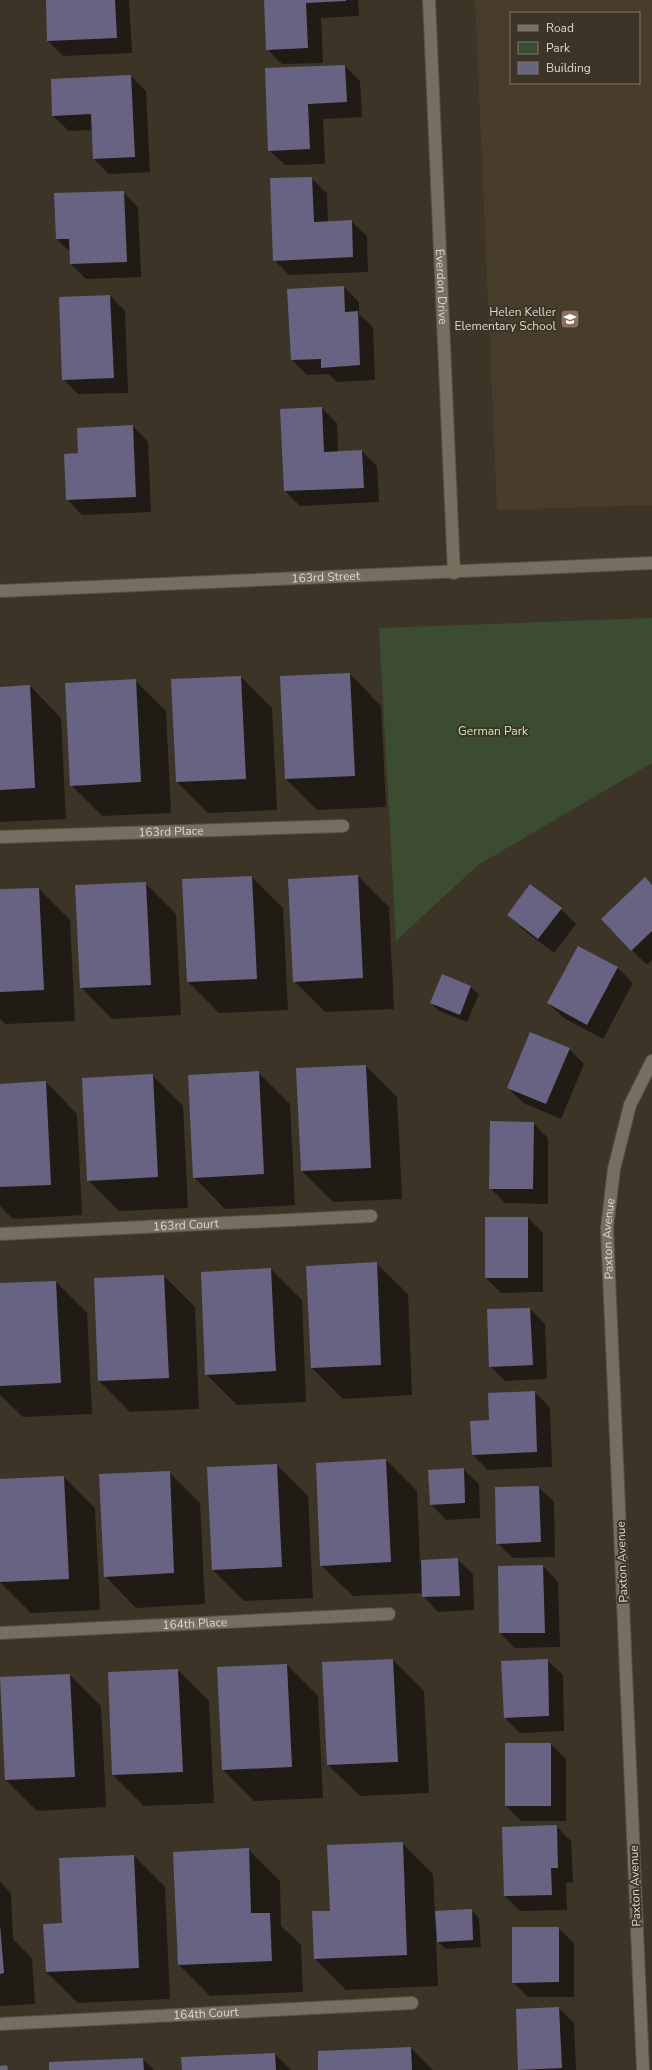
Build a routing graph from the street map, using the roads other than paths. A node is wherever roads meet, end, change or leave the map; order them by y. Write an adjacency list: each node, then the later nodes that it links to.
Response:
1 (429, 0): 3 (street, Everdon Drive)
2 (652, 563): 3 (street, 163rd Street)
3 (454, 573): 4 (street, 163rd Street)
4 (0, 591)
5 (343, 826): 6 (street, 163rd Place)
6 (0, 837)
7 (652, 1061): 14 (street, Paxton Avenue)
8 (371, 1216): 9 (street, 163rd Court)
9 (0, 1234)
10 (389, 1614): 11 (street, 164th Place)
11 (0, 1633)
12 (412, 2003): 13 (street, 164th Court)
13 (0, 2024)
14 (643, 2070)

* * *

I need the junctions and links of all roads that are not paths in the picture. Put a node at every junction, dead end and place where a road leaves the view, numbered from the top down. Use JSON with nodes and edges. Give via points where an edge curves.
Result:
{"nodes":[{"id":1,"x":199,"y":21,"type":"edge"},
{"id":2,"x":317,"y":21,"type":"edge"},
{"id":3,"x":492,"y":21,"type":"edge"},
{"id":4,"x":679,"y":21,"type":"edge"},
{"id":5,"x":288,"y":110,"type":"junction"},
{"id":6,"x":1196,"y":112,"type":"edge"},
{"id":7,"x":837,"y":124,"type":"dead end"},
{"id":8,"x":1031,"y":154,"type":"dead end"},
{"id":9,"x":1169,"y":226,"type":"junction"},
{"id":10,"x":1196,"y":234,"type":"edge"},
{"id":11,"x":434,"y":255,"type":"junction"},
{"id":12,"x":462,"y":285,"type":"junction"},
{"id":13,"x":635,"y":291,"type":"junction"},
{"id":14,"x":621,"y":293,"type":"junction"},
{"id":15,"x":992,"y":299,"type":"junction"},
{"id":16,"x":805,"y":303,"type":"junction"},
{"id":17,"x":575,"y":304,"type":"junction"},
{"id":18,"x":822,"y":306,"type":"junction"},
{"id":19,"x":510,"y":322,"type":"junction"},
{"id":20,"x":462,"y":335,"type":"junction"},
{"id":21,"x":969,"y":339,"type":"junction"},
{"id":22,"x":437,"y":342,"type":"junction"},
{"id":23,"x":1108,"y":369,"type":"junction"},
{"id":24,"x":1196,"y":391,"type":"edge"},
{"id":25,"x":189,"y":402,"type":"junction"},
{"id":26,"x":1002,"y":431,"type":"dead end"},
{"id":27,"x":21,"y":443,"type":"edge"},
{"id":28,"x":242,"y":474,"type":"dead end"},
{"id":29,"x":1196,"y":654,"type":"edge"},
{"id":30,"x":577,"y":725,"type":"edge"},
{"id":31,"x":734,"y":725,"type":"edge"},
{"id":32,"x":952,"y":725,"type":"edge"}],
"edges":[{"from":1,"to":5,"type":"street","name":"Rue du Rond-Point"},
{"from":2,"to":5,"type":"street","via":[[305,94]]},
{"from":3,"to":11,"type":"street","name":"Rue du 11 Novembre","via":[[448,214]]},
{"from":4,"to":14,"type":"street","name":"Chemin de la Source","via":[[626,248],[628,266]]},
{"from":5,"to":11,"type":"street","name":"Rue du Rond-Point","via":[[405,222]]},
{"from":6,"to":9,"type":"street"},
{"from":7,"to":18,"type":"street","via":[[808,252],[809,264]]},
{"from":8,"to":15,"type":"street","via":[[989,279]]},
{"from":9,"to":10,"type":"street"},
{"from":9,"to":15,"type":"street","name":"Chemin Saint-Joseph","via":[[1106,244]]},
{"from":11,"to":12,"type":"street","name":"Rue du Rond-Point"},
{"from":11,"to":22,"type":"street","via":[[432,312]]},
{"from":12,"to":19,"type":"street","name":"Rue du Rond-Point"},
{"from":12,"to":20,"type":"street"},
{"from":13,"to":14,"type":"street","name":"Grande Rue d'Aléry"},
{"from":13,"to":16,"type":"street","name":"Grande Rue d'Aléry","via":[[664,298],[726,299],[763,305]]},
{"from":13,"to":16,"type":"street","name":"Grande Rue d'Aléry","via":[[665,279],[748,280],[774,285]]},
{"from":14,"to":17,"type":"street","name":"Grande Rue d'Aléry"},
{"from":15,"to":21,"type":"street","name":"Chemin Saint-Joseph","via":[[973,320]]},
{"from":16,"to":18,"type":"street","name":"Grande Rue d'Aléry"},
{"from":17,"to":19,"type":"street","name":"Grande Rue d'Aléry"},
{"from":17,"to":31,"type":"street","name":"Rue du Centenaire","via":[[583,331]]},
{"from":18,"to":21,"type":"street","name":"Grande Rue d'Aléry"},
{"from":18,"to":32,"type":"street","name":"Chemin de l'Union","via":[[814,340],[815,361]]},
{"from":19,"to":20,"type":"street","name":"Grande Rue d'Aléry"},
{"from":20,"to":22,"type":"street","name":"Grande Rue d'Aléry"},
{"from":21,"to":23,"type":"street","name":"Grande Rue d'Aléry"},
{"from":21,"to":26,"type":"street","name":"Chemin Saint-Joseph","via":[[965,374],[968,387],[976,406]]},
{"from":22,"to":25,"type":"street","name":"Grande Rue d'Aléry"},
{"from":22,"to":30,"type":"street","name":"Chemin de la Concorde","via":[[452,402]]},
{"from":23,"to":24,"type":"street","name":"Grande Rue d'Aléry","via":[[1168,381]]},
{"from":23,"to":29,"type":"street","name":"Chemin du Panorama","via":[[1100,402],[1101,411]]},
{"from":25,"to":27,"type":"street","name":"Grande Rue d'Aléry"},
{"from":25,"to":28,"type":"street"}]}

TASK: In the entries above, find each line containing the string "roads" and copy it.

RESULT FOR THIS EXERCISE:
Build a routing graph from the street map, using the roads other than paths. A node is wherever roads meet, end, change or leave the map; order them by y. Write an adjacency list: each node, then the later nodes that it links to.
I need the junctions and links of all roads that are not paths in the picture. Put a node at every junction, dead end and place where a road leaves the view, numbered from the top down. Use JSON with nodes and edges. Give via points where an edge curves.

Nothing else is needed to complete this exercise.